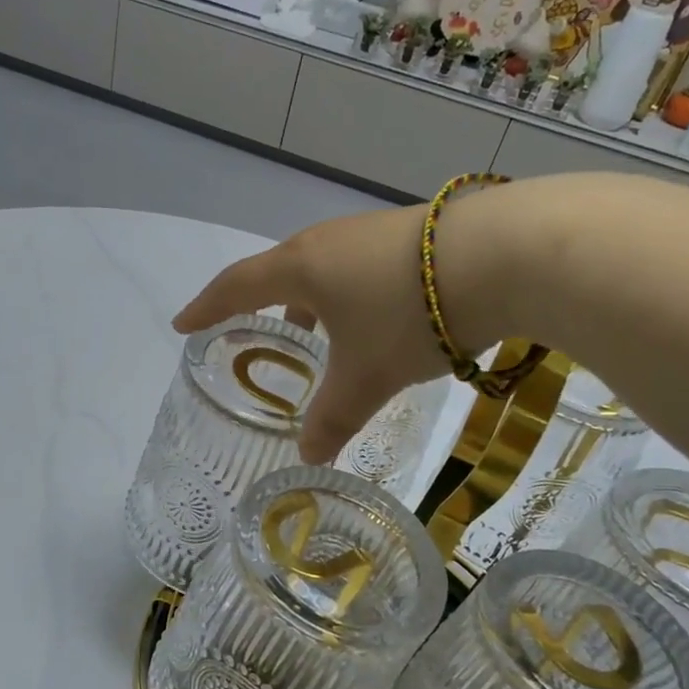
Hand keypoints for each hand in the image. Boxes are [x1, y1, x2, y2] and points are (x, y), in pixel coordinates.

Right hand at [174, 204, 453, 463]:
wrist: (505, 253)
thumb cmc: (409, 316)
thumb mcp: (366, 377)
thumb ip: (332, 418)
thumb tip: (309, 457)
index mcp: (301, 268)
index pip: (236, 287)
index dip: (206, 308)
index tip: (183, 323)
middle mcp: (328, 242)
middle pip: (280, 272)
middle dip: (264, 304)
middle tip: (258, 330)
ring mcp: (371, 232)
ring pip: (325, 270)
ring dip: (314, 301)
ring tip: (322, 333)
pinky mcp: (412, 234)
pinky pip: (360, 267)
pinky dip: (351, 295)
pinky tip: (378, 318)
····················
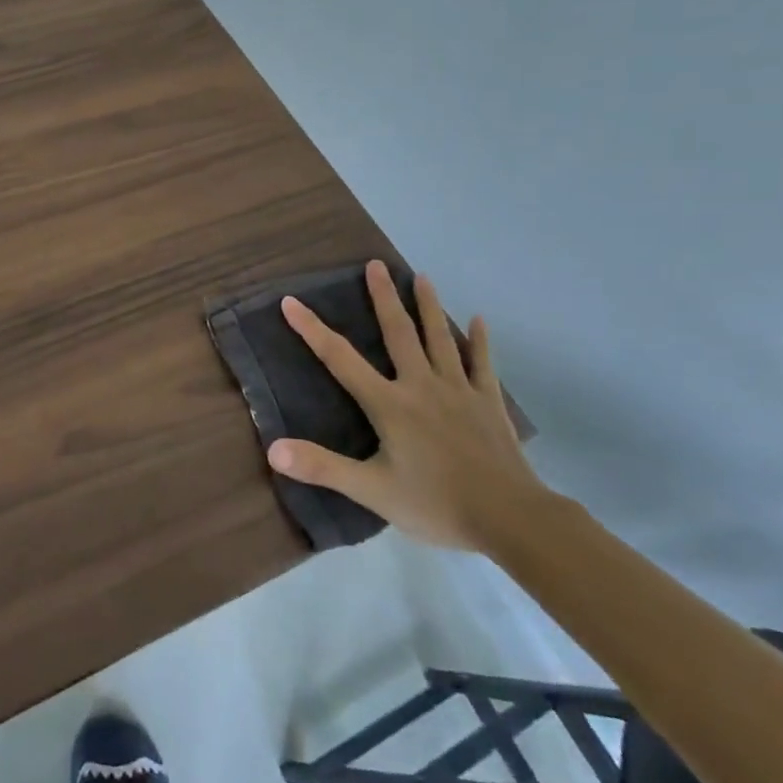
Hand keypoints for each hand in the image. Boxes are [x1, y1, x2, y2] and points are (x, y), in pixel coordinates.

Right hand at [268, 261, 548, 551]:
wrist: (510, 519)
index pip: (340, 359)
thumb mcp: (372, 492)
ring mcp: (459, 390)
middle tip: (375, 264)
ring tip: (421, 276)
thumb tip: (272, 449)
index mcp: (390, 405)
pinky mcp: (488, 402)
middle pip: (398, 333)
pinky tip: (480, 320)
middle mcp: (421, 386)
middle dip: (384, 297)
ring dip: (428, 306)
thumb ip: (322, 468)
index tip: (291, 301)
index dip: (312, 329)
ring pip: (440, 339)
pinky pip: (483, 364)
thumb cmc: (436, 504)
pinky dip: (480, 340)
····················
Show the lines of the material that contain the word "ring".

ring mcp: (371, 232)
ring pip: (325, 270)
ring dip: (314, 301)
ring tip: (322, 333)
ring mcp: (459, 390)
ring tip: (421, 276)
ring dip: (428, 306)
ring pip: (440, 339)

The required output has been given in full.